A lit test for the ThinLtoJIT example from D72486. It will only run in builds configured with -DLLVM_BUILD_EXAMPLES=ON (just like the tests for the Kaleidoscope examples).
The ThinLtoJIT example implements "per-module speculation" for lazy loading and compilation of bitcode. Thus, the test is not self-contained in a single module, but comes with a number .ll files in the Inputs subfolder. These files are excluded from test discovery via the local lit config file.
The test uses a workload() function to simulate CPU load. It's used to give the speculator a chance to submit modules, that will likely be executed soon, asynchronously, before execution reaches them. It's supposed to maximize code coverage and NOT a requirement for the test to succeed. I wanted to use a sleep system function first, but I didn't know how to implement it cross-platform in LLVM IR. So, I chose a function that finds the largest prime-factor of the Nth Fibonacci number. It has exponential complexity and can easily be made dependent on the input argc.

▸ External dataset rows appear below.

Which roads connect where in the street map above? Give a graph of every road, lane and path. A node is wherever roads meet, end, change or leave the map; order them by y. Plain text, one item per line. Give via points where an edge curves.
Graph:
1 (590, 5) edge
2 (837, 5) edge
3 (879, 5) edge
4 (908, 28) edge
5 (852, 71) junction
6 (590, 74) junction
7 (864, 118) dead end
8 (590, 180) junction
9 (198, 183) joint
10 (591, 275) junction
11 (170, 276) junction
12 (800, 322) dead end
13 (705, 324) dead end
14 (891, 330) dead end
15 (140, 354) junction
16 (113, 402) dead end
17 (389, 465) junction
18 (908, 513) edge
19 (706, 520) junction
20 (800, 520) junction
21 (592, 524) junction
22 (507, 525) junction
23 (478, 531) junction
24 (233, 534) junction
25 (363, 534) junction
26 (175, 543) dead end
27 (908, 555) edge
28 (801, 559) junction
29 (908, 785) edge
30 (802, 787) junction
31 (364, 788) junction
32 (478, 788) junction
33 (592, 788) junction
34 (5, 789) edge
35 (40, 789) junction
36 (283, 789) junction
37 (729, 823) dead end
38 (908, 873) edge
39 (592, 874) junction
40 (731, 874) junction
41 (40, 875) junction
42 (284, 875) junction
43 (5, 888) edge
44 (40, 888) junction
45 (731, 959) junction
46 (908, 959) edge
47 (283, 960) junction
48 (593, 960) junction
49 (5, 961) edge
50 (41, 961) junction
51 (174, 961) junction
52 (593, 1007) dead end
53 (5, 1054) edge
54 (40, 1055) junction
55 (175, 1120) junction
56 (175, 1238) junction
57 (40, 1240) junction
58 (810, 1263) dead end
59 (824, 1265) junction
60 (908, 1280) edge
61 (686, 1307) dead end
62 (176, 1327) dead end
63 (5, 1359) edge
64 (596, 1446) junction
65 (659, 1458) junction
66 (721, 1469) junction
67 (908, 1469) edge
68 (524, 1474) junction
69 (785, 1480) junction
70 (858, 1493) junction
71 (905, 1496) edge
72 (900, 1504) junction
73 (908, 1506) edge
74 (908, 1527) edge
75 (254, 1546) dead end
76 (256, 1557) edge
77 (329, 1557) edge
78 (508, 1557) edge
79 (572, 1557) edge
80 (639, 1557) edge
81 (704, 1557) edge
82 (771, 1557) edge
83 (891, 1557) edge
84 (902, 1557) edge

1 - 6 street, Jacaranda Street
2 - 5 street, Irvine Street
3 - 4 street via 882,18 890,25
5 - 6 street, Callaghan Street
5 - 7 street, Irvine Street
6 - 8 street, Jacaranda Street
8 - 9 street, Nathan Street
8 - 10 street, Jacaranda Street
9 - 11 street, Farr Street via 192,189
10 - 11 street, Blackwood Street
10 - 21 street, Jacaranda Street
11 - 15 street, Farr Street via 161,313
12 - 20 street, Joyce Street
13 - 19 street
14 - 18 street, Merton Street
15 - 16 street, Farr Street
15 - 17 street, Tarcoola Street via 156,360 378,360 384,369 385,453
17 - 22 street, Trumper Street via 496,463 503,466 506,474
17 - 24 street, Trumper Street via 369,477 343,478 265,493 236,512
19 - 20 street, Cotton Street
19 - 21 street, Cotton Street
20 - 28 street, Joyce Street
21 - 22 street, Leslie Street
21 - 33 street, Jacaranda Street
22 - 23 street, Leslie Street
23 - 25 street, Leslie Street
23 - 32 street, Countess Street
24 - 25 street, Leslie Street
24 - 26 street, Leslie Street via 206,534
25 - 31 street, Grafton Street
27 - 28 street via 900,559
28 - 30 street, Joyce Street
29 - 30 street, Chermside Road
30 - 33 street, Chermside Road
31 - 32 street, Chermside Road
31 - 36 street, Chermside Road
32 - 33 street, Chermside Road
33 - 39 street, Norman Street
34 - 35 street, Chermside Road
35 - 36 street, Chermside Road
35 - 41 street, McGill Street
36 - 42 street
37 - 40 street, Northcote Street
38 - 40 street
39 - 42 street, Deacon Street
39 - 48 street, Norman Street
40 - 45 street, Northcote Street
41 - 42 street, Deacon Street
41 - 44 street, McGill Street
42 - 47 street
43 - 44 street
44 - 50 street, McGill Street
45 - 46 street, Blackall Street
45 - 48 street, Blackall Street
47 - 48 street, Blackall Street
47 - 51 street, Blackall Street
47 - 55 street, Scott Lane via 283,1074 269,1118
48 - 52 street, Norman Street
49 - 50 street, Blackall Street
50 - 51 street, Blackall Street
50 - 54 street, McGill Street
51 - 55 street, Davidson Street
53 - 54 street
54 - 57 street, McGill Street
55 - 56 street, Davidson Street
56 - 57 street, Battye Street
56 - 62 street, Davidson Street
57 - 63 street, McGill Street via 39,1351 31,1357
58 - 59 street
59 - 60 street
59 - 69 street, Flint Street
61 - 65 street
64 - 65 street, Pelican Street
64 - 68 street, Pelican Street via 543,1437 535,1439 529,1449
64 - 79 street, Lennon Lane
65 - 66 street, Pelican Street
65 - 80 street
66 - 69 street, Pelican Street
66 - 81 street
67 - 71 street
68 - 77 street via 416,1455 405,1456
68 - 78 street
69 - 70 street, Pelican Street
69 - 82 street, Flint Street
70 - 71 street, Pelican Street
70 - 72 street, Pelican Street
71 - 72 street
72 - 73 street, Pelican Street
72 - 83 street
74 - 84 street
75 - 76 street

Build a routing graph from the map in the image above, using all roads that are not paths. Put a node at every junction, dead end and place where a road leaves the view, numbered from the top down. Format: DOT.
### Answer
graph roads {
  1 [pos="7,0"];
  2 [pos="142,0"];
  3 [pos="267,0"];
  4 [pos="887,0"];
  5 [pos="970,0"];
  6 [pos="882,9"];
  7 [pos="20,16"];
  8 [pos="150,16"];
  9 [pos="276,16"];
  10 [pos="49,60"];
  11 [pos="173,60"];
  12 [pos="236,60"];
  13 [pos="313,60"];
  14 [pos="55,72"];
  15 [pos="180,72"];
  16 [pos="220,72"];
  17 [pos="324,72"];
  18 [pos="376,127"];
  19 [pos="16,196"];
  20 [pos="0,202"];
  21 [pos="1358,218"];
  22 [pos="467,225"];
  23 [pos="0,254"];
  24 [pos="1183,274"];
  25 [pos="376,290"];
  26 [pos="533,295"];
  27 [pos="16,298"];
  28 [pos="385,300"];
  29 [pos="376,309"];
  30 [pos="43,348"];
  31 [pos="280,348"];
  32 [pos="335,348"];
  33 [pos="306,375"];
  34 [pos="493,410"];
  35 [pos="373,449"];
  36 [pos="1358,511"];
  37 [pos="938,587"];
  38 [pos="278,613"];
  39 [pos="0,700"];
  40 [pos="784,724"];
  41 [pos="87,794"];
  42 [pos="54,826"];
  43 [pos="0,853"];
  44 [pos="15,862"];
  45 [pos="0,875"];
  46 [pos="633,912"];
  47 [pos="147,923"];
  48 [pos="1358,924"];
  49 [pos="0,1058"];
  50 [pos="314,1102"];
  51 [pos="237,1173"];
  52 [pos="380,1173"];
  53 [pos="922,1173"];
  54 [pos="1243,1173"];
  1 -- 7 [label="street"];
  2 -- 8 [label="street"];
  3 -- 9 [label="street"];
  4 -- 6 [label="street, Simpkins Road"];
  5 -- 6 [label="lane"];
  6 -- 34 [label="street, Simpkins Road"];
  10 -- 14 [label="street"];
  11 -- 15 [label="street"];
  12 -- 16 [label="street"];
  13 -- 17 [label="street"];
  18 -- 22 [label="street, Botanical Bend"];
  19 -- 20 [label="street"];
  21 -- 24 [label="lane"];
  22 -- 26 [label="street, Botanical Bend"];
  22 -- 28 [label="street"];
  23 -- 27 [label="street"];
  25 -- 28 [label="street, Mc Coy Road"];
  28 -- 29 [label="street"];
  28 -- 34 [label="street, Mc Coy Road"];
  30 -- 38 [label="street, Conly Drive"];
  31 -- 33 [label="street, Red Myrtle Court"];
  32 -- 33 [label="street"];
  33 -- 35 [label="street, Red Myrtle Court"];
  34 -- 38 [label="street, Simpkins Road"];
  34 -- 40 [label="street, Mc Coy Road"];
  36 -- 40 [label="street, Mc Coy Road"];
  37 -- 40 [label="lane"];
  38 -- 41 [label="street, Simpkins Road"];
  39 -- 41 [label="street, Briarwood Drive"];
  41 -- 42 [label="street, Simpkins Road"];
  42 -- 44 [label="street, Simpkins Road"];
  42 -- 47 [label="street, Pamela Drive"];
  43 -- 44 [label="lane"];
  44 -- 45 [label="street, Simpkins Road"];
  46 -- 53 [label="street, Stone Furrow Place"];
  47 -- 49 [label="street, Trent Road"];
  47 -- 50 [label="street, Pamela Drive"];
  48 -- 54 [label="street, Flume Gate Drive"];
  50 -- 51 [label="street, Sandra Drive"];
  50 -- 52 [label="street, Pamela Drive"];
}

The test's call graph looks like this:
sub1() - workload(3) / --> main() -- workload(40) \ \ sub21() - workload(4) \ / sub2() - sub22() - workload(5) \ sub23() - workload(6)
All functions are defined in separate .ll files. The module that contains the main entry point is always loaded synchronously (not via the speculator). The same will happen for sub1, workload and sub2, because execution reaches their caller too soon. It will then be blocked for a bit in workload(40) and the speculator will likely be faster to discover the sub2x modules.
The ThinLtoJIT executable is invoked with -print-stats, which dumps the number of synchronously/asynchronously loaded modules on shutdown. Getting these two lines of output is what the test currently checks. The JITed code itself doesn't print anything.
The input files must be assembled into .bc files, because the ThinLTO bitcode reader is not designed for human-readable .ll files.